Half the story revolved around Meltzer's writing and the other half of the story was the writer's take on Paul's philosophy of music writing....that of being a subjective listener. Which is something like this: a music fan which reports the news from his/her own planet of experience, way of moving sound through density of flesh, and then the thoughts that emerge about those sounds, having hurdled down halls/neurotransmitter highways....
I love this idea of Paul's. But, of course, it's not only Paul's idea for the claiming. Paul's old friend Philip K Dick asked the question 'what is real?' in many different ways in his books.
Schrodinger's Cat, brings a similar question in the language of Quantum Physics. "Theorists who accept the pure version of Quantum Mechanics say that the cat exists in some indeterminate state (ie, alone in a box), neither dead nor alive, until an observer looks in the box to see how things are getting on. Nothing is real, unless it is observed." (John Gribbin, In Search of Schrodinger's Cat)
If it's all subjective, then It comes down to the question: what is real? Paul's take was sort of a... 'who cares, if i like it, it defines me in some way .'
Williams James said, "Religion, therefore, as I now ask you arbitrarily to take it, shall mean for us the feelings, acts, and experiences of individual men in their solitude, so far as they apprehend themselves to stand in relation to whatever they may consider the divine."
In the course of Paul's conversation with Alec Hanley Bemis, the LA Weekly writer noted: "Williams likens his approach to music to Henry David Thoreau's 19th-century nature writings or The Varieties of Religious Experience, William James' 1902 take on faith. "My concept was never to rate music in some kind of critical context," Paul explains as we walk along the beach. "Instead, I ask: Why is this so powerful? In what ways is it affecting us? What is the experience?" "

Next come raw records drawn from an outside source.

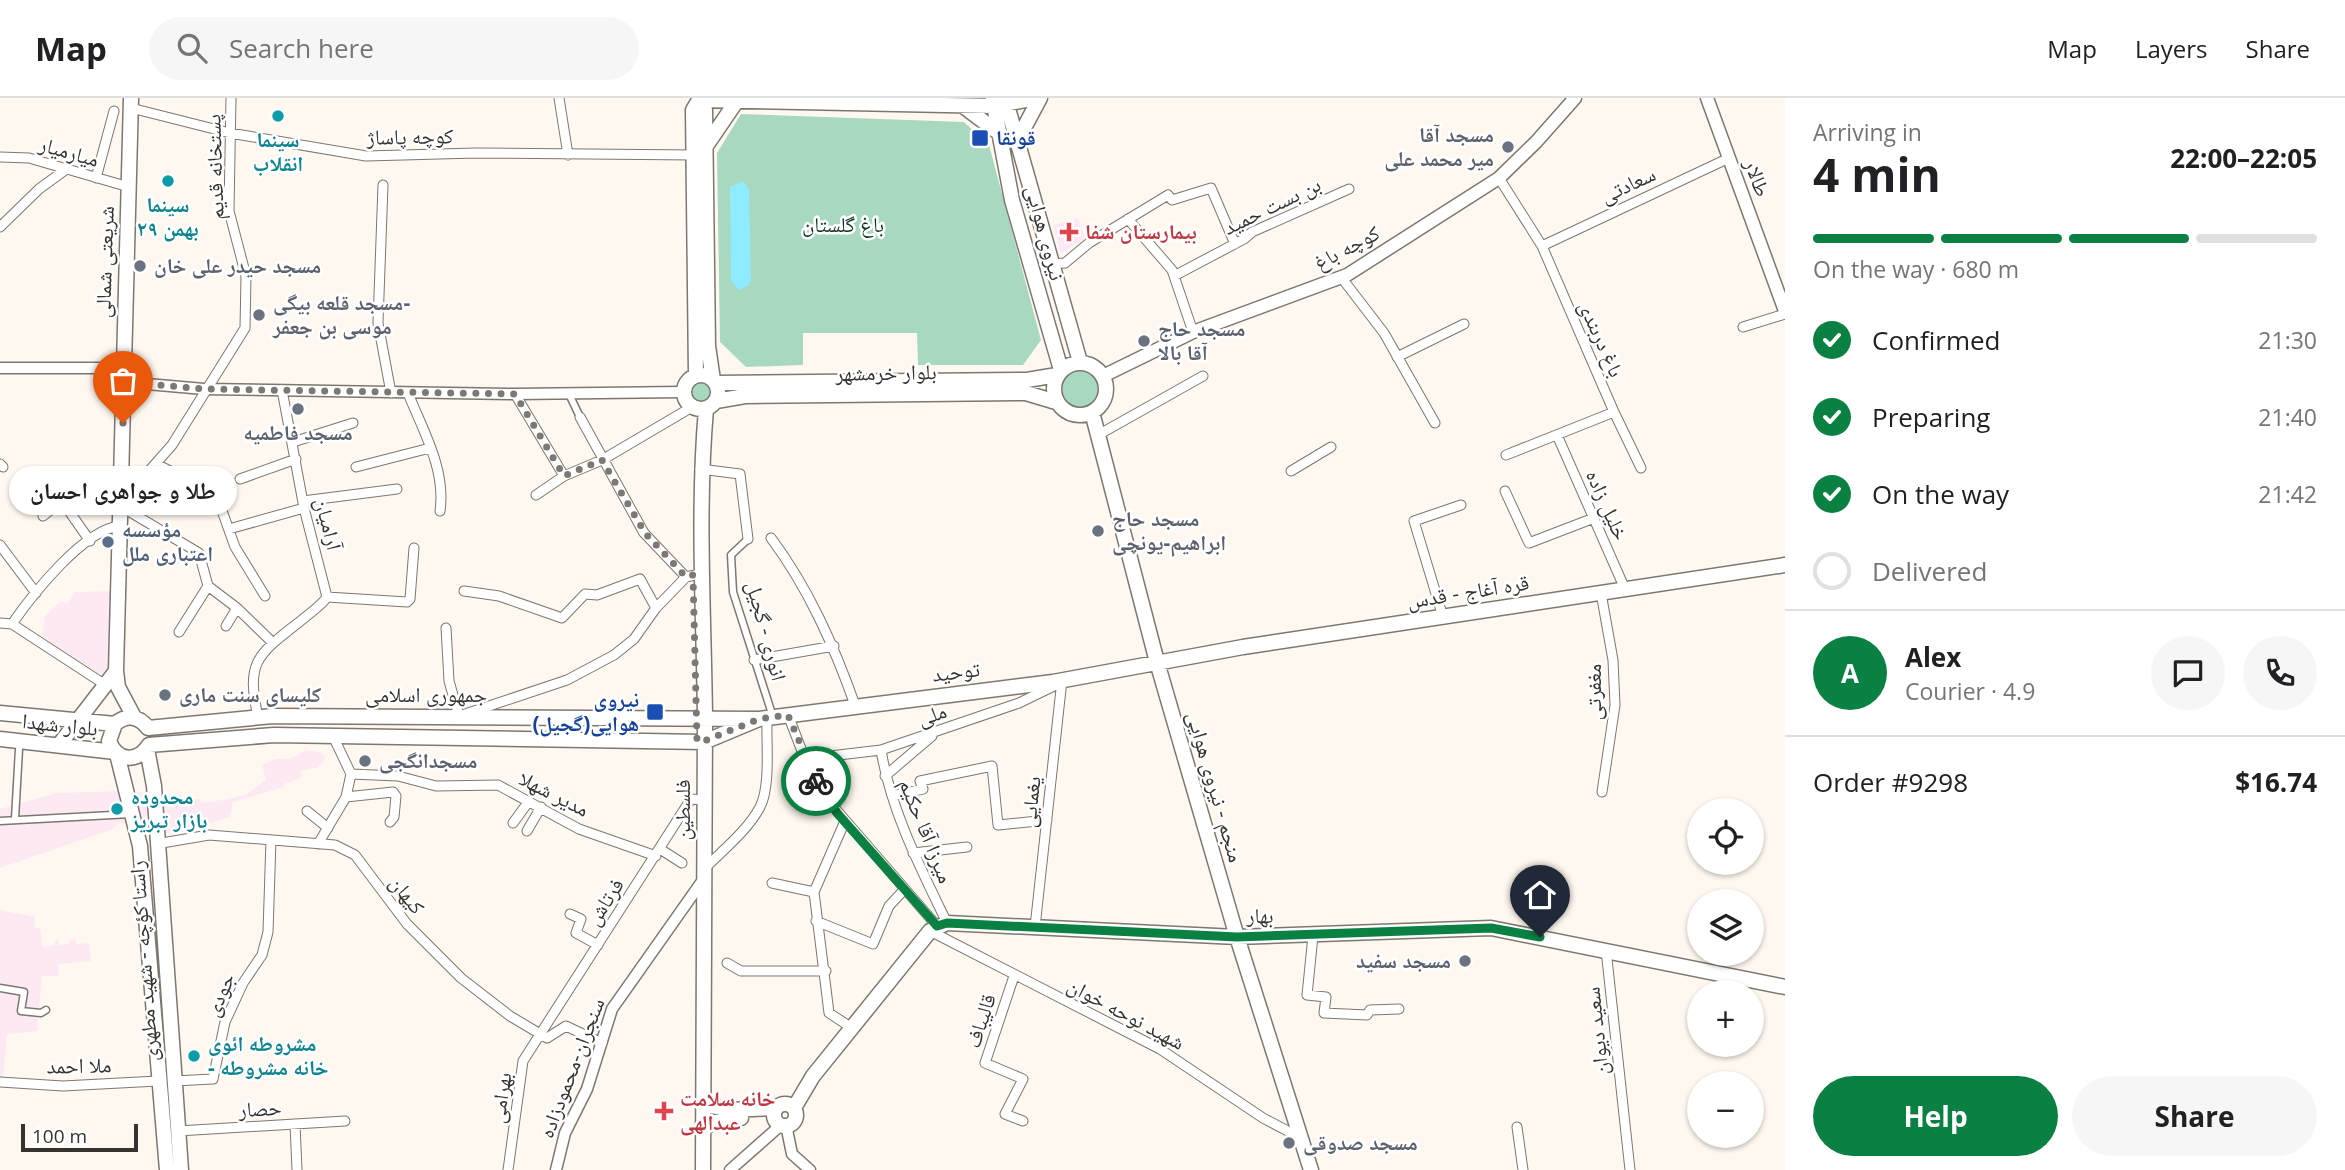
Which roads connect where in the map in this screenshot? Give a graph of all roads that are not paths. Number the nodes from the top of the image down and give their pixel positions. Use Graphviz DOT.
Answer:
graph roads {
  1 [pos="231,98"];
  2 [pos="559,98"];
  3 [pos="1038,98"];
  4 [pos="1575,98"];
  5 [pos="1707,98"];
  6 [pos="699,99"];
  7 [pos="736,102"];
  8 [pos="1000,102"];
  9 [pos="131,103"];
  10 [pos="962,106"];
  11 [pos="114,111"];
  12 [pos="230,133"];
  13 [pos="999,133"];
  14 [pos="1017,141"];
  15 [pos="700,151"];
  16 [pos="568,155"];
  17 [pos="0,157"];
  18 [pos="1729,158"];
  19 [pos="65,170"];
  20 [pos="96,178"];
  21 [pos="1499,178"];
  22 [pos="383,186"];
  23 [pos="129,187"];
  24 [pos="1349,189"];
  25 [pos="1128,219"];
  26 [pos="0,227"];
  27 [pos="1235,244"];
  28 [pos="1542,246"];
  29 [pos="1051,264"];
  30 [pos="1174,276"];
  31 [pos="1341,277"];
  32 [pos="1785,312"];
  33 [pos="1464,324"];
  34 [pos="1743,327"];
  35 [pos="1194,332"];
  36 [pos="1397,356"];
  37 [pos="1080,362"];
  38 [pos="0,368"];
  39 [pos="1059,372"];
  40 [pos="124,374"];
  41 [pos="696,375"];
  42 [pos="1103,376"];
  43 [pos="1202,376"];
  44 [pos="715,381"];
  45 [pos="850,388"];
  46 [pos="204,389"];
  47 [pos="282,390"];
  48 [pos="684,392"];
  49 [pos="391,393"];
  50 [pos="408,393"];
  51 [pos="515,394"];
  52 [pos="569,394"];
  53 [pos="1056,401"];
  54 [pos="703,406"];
  55 [pos="1092,412"];
  56 [pos="1614,412"];
  57 [pos="580,417"];
  58 [pos="353,423"];
  59 [pos="1435,423"];
  60 [pos="1098,435"];
  61 [pos="1557,435"];
  62 [pos="292,442"];
  63 [pos="1331,447"];
  64 [pos="430,448"];
  65 [pos="1506,456"];
  66 [pos="296,459"];
  67 [pos="602,460"];
  68 [pos="156,464"];
  69 [pos="356,467"];
  70 [pos="1642,468"];
  71 [pos="700,469"];
  72 [pos="1290,471"];
  73 [pos="564,476"];
  74 [pos="240,480"];
  75 [pos="397,489"];
  76 [pos="1505,491"];
  77 [pos="536,495"];
  78 [pos="120,499"];
  79 [pos="303,505"];
  80 [pos="1461,505"];
  81 [pos="440,511"];
  82 [pos="43,516"];
  83 [pos="1594,518"];
  84 [pos="120,526"];
  85 [pos="229,529"];
  86 [pos="771,538"];
  87 [pos="748,540"];
  88 [pos="90,541"];
  89 [pos="0,545"];
  90 [pos="414,548"];
  91 [pos="1785,565"];
  92 [pos="693,575"];
  93 [pos="208,586"];
  94 [pos="1625,589"];
  95 [pos="464,591"];
  96 [pos="36,593"];
  97 [pos="1601,593"];
  98 [pos="265,596"];
  99 [pos="327,597"];
  100 [pos="237,608"];
  101 [pos="656,608"];
  102 [pos="1443,617"];
  103 [pos="0,624"];
  104 [pos="12,624"];
  105 [pos="226,626"];
  106 [pos="446,628"];
  107 [pos="179,632"];
  108 [pos="273,643"];
  109 [pos="834,646"];
  110 [pos="754,660"];
  111 [pos="1157,662"];
  112 [pos="116,671"];
  113 [pos="1062,680"];
  114 [pos="104,684"];
  115 [pos="855,705"];
  116 [pos="0,713"];
  117 [pos="331,715"];
  118 [pos="459,716"];
  119 [pos="258,717"];
  120 [pos="134,718"];
  121 [pos="772,718"];
  122 [pos="701,719"];
  123 [pos="76,721"];
  124 [pos="114,724"];
  125 [pos="936,733"];
  126 [pos="332,734"];
  127 [pos="0,739"];
  128 [pos="701,741"];
  129 [pos="60,745"];
  130 [pos="148,747"];
  131 [pos="19,749"];
  132 [pos="881,750"];
  133 [pos="116,753"];
  134 [pos="805,759"];
  135 [pos="351,774"];
  136 [pos="885,776"];
  137 [pos="1602,792"];
  138 [pos="892,796"];
  139 [pos="346,797"];
  140 [pos="704,800"];
  141 [pos="529,801"];
  142 [pos="541,807"];
  143 [pos="307,811"];
  144 [pos="15,819"];
  145 [pos="1046,820"];
  146 [pos="0,821"];
  147 [pos="134,821"];
  148 [pos="390,821"];
  149 [pos="845,821"];
  150 [pos="513,823"];
  151 [pos="328,828"];
  152 [pos="155,829"];
  153 [pos="527,831"];
  154 [pos="271,840"];
  155 [pos="156,844"];
  156 [pos="318,844"];
  157 [pos="967,847"];
  158 [pos="658,853"];
  159 [pos="913,853"];
  160 [pos="682,863"];
  161 [pos="703,875"];
  162 [pos="772,883"];
  163 [pos="903,891"];
  164 [pos="814,892"];
  165 [pos="570,914"];
  166 [pos="816,921"];
  167 [pos="938,927"];
  168 [pos="1035,927"];
  169 [pos="1313,936"];
  170 [pos="1237,937"];
  171 [pos="598,945"];
  172 [pos="1606,950"];
  173 [pos="727,963"];
  174 [pos="827,971"];
  175 [pos="1014,976"];
  176 [pos="1785,987"];
  177 [pos="0,988"];
  178 [pos="1399,1009"];
  179 [pos="46,1010"];
  180 [pos="852,1028"];
  181 [pos="542,1036"];
  182 [pos="602,1043"];
  183 [pos="174,1081"];
  184 [pos="0,1082"];
  185 [pos="159,1082"];
  186 [pos="703,1104"];
  187 [pos="782,1114"];
  188 [pos="345,1121"];
  189 [pos="1023,1121"];
  190 [pos="295,1124"];
  191 [pos="1517,1127"];
  192 [pos="703,1129"];
  193 [pos="178,1131"];
  194 [pos="1301,1138"];
  195 [pos="167,1170"];
  196 [pos="181,1170"];
  197 [pos="297,1170"];
  198 [pos="508,1170"];
  199 [pos="556,1170"];
  200 [pos="703,1170"];
  201 [pos="730,1170"];
  202 [pos="810,1170"];
  203 [pos="1311,1170"];
  204 [pos="1523,1170"];
  205 [pos="1630,1170"];
  1 -- 12 [label="street, پستخانه قدیم"];
  2 -- 16 [label="street"];
  3 -- 8 [label="main road"];
  3 -- 14 [label="main road"];
  4 -- 21 [label="main road, کوچه باغ"];
  5 -- 18 [label="main road, طالار"];
  6 -- 7 [label="main road"];
  6 -- 15 [label="main road"];
  7 -- 10 [label="main road"];
  7 -- 15 [label="main road"];
  8 -- 10 [label="main road"];
  8 -- 13 [label="main road, نیروی هوایی"];
  8 -- 14 [label="main road, نیروی هوایی"];
  9 -- 12 [label="street, کوچه پاساژ"];
  9 -- 23 [label="main road, شریعتی شمالی"];
  10 -- 13 [label="main road"];
  11 -- 20 [label="street"];
  12 -- 16 [label="street, کوچه پاساژ"];
  12 -- 46 [label="street, پستخانه قدیم"];
  13 -- 39 [label="main road, نیروی هوایی"];
  14 -- 29 [label="main road, نیروی هوایی"];
  15 -- 16 [label="street, کوچه پاساژ"];
  15 -- 41 [label="main road"];
  15 -- 44 [label="main road"];
  17 -- 19 [label="street, میارمیار"];
  18 -- 28 [label="street, سعادتی"];
  18 -- 32 [label="main road, طالار"];
  19 -- 20 [label="street, میارمیار"];
  19 -- 26 [label="street"];
  20 -- 23 [label="street, میارمیار"];
  21 -- 28 [label="street, باغ دربندی"];
  21 -- 31 [label="main road, کوچه باغ"];
  22 -- 49 [label="street"];
  23 -- 40 [label="main road, شریعتی شمالی"];
  24 -- 27 [label="street, بن بست حمید"];
  25 -- 27 [label="street"];
  25 -- 29 [label="street"];
  25 -- 30 [label="street"];
  27 -- 30 [label="street, بن بست حمید"];
  28 -- 56 [label="street, باغ دربندی"];
  29 -- 37 [label="main road, نیروی هوایی"];
  30 -- 35 [label="street"];
  31 -- 35 [label="main road, کوچه باغ"];
  31 -- 36 [label="street"];
  32 -- 34 [label="street"];
  33 -- 36 [label="street"];
  35 -- 42 [label="main road, کوچه باغ"];
  36 -- 59 [label="street"];
  37 -- 39 [label="main road"];
  37 -- 42 [label="main road"];
  38 -- 40 [label="street"];
  39 -- 45 [label="main road, بلوار خرمشهر"];
  39 -- 53 [label="main road"];
  40 -- 46 [label="street"];
  40 -- 78 [label="main road, شریعتی شمالی"];
  41 -- 44 [label="main road, بلوار خرمشهر"];
  41 -- 48 [label="main road"];
  42 -- 55 [label="main road"];
  43 -- 60 [label="street"];
  44 -- 45 [label="main road, بلوار خرمشهر"];
  44 -- 54 [label="main road"];
  45 -- 53 [label="main road, بلوار خرمشهر"];
  45 -- 54 [label="main road, بلوار خرمشهر"];
  46 -- 47 [label="street"];
  46 -- 68 [label="street, پستخانه قدیم"];
  47 -- 49 [label="street"];
  47 -- 62 [label="street, آرامیان"];
  48 -- 52 [label="street"];
  48 -- 54 [label="main road"];
  49 -- 50 [label="street"];
  50 -- 51 [label="street"];
  50 -- 64 [label="street"];
  51 -- 52 [label="street"];
  51 -- 73 [label="street"];
  52 -- 57 [label="street"];
  53 -- 55 [label="main road"];
  54 -- 67 [label="street"];
  54 -- 71 [label="main road, فلسطین"];
  54 -- 92 [label="main road, فلسطین"];
  55 -- 60 [label="main road, منجم - نیروی هوایی"];
  56 -- 61 [label="street"];
  56 -- 70 [label="street, باغ دربندی"];
  57 -- 67 [label="street"];
  58 -- 62 [label="street"];
  60 -- 111 [label="main road, منجم - نیروی هوایی"];
  61 -- 65 [label="street"];
  61 -- 83 [label="street, خلیل زاده"];
  62 -- 66 [label="street, آرامیان"];
  63 -- 72 [label="street"];
  64 -- 69 [label="street"];
  64 -- 81 [label="street"];
  66 -- 74 [label="street"];
  66 -- 79 [label="street, آرامیان"];
  67 -- 73 [label="street"];
  67 -- 92 [label="street"];
  68 -- 78 [label="street, پستخانه قدیم"];
  68 -- 85 [label="street"];
  71 -- 87 [label="street, انوری - گجیل"];
  71 -- 92 [label="main road, فلسطین"];
  73 -- 77 [label="street"];
  75 -- 79 [label="street"];
  76 -- 83 [label="street"];
  78 -- 84 [label="main road, شریعتی شمالی"];
  78 -- 93 [label="street"];
  79 -- 85 [label="street"];
  79 -- 99 [label="street, آرامیان"];
  80 -- 102 [label="street"];
  82 -- 88 [label="street"];
  83 -- 94 [label="street, خلیل زاده"];
  84 -- 88 [label="street"];
  84 -- 112 [label="main road, شریعتی شمالی"];
  85 -- 98 [label="street"];
  86 -- 109 [label="street"];
  87 -- 110 [label="street, انوری - گجیل"];
  88 -- 96 [label="street"];
  89 -- 96 [label="street"];
  90 -- 99 [label="street"];
  91 -- 94 [label="main road, قره آغاج - قدس"];
  92 -- 101 [label="street"];
  92 -- 122 [label="main road, فلسطین"];
  93 -- 100 [label="street"];
  93 -- 107 [label="street"];
  94 -- 97 [label="main road, قره آغاج - قدس"];
  95 -- 101 [label="street"];
  96 -- 104 [label="street"];
  97 -- 102 [label="main road, قره آغاج - قدس"];
  97 -- 137 [label="street, مغفرتی"];
  99 -- 108 [label="street"];
  100 -- 105 [label="street"];
  100 -- 108 [label="street"];
  101 -- 118 [label="street"];
  102 -- 111 [label="main road, قره آغاج - قدس"];
  103 -- 104 [label="street"];
  104 -- 114 [label="street"];
  106 -- 118 [label="street"];
  108 -- 119 [label="street"];
  109 -- 110 [label="street"];
  109 -- 115 [label="street"];
  110 -- 121 [label="street, انوری - گجیل"];
  111 -- 113 [label="main road, توحید"];
  111 -- 170 [label="main road, منجم - نیروی هوایی"];
  112 -- 114 [label="main road"];
  112 -- 120 [label="main road, شریعتی شمالی"];
  113 -- 115 [label="main road, توحید"];
  113 -- 125 [label="street, ملی"];
  113 -- 145 [label="street, یغمایی"];
  114 -- 123 [label="main road"];
  115 -- 121 [label="main road, توحید"];
  116 -- 123 [label="main road, بلوار شهدا"];
  117 -- 118 [label="main road, جمهوری اسلامی"];
  117 -- 119 [label="main road, جمهوری اسلامی"];
  117 -- 126 [label="main road"];
  118 -- 122 [label="main road, جمهوری اسلامی"];
  119 -- 120 [label="main road, جمهوری اسلامی"];
  120 -- 124 [label="main road"];
  121 -- 122 [label="main road, جمهوری اسلامی"];
  121 -- 128 [label="main road"];
  121 -- 134 [label="street, شهید نوحه خوان"];
  121 -- 161 [label="street"];
  122 -- 128 [label="main road, فلسطین"];
  123 -- 124 [label="main road, بلوار شهدا"];
  123 -- 129 [label="main road"];
  124 -- 133 [label="main road, راستا کؤچه - شهید مطهری"];
  125 -- 132 [label="street, ملی"];
  125 -- 136 [label="street"];
  126 -- 128 [label="main road, جمهوری اسلامی"];
  126 -- 130 [label="main road, جمهوری اسلامی"];
  126 -- 135 [label="street"];
  127 -- 129 [label="main road, بلوار شهدا"];
  128 -- 140 [label="main road, فلسطین"];
  129 -- 133 [label="main road, بلوار شهدا"];
  130 -- 133 [label="main road, بلوار شهدا"];
  130 -- 152 [label="main road, راستا کؤچه - شهید مطهری"];
  131 -- 144 [label="street"];
  132 -- 134 [label="street, ملی"];
  132 -- 136 [label="street, میرزا آقا حکیم"];
  133 -- 147 [label="main road, راستا کؤچه - شهید مطهری"];
  134 -- 149 [label="street, شهید نوحه خوان"];
  135 -- 139 [label="street"];
  135 -- 141 [label="street, مدیر شهلا"];
  136 -- 138 [label="street, میرزا آقا حکیم"];
  138 -- 145 [label="street"];
  138 -- 159 [label="street, میرزا آقا حکیم"];
  139 -- 148 [label="street"];
  139 -- 151 [label="street"];
  140 -- 158 [label="street, فرتاش"];
  140 -- 161 [label="main road, فلسطین"];
  141 -- 142 [label="street, مدیر شهلا"];
  141 -- 150 [label="street"];
  142 -- 153 [label="street"];
  142 -- 158 [label="street, مدیر شهلا"];
  143 -- 151 [label="street"];
  144 -- 146 [label="street"];
  144 -- 147 [label="street"];
  145 -- 168 [label="street, یغمایی"];
  147 -- 152 [label="main road"];
  147 -- 185 [label="main road, راستا کؤچه - شهید مطهری"];
  149 -- 163 [label="street, شهید نوحه خوان"];
  149 -- 164 [label="street"];
  151 -- 156 [label="street"];
  152 -- 155 [label="main road, راستا کؤچه - شهید مطهری"];
  154 -- 155 [label="street, کیهان"];
  154 -- 156 [label="street, کیهان"];
  154 -- 183 [label="street, جودی"];
  155 -- 183 [label="main road, راستا کؤچه - شهید مطهری"];
  156 -- 181 [label="street, کیهان"];
  157 -- 159 [label="street"];
  158 -- 160 [label="street, مدیر شهلا"];
  158 -- 171 [label="street, فرتاش"];
  159 -- 167 [label="street, میرزا آقا حکیم"];
  161 -- 182 [label="street, سنجران-محمودزاده"];
  161 -- 186 [label="main road, فلسطین"];
  162 -- 164 [label="street"];
  163 -- 166 [label="street"];
  163 -- 167 [label="street, شهید نوحه خوان"];
  164 -- 166 [label="street"];
  165 -- 171 [label="street"];
  166 -- 174 [label="street"];
  167 -- 168 [label="main road, بهار"];
  167 -- 175 [label="street, شهید نوحه خوان"];
  167 -- 180 [label="main road"];
  168 -- 170 [label="main road, بهار"];
  169 -- 170 [label="main road, بهار"];
  169 -- 172 [label="main road, بهار"];
  169 -- 178 [label="street"];
  170 -- 194 [label="main road, منجم - نیروی هوایی"];
  171 -- 181 [label="street, فرتاش"];
  172 -- 176 [label="main road, بهار"];
  172 -- 205 [label="street, سعید دیوان"];
  173 -- 174 [label="street"];
  174 -- 180 [label="street"];
  175 -- 189 [label="street, قالیباف"];
  175 -- 194 [label="street, شهید نوحه خوان"];
  177 -- 179 [label="street"];
  180 -- 187 [label="main road"];
  181 -- 182 [label="street"];
  181 -- 198 [label="street, بهرامی"];
  182 -- 199 [label="street, سنجران-محمودزاده"];
  183 -- 185 [label="main road"];
  183 -- 193 [label="main road, راستا کؤچه - شهید مطهری"];
  184 -- 185 [label="street, ملا احمد"];
  185 -- 195 [label="main road, راستا کؤچه - شهید مطهری"];
  186 -- 187 [label="main road"];
  186 -- 192 [label="main road, فلسطین"];
  187 -- 192 [label="main road"];
  187 -- 201 [label="street"];
  187 -- 202 [label="street"];
  188 -- 190 [label="street, حصار"];
  190 -- 193 [label="street, حصار"];
  190 -- 197 [label="street"];
  191 -- 204 [label="street"];
  192 -- 200 [label="main road, فلسطین"];
  193 -- 196 [label="main road, راستا کؤچه - شهید مطهری"];
  194 -- 203 [label="main road, منجم - نیروی هوایی"];
}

"There is a very famous old line: I don't know anything about art, but I know what I like," he adds. "The greatness of art ultimately has to do with subjectivity. Anything else is, to a large extent, an illusion that there are right answers to the question. Traditionally that's the French Academy approach to literature, the high school approach to literature. The correct answer is: 'Victor Hugo is the greatest French writer, because that is what the academy has agreed.'"
Paul said: "To really care about the quality and originality of many aspects of your life in this way is human nature," Williams tells me in parting. "Sometimes this is a very attractive and ennobling part of human nature. You're saying, 'This is who I am.'"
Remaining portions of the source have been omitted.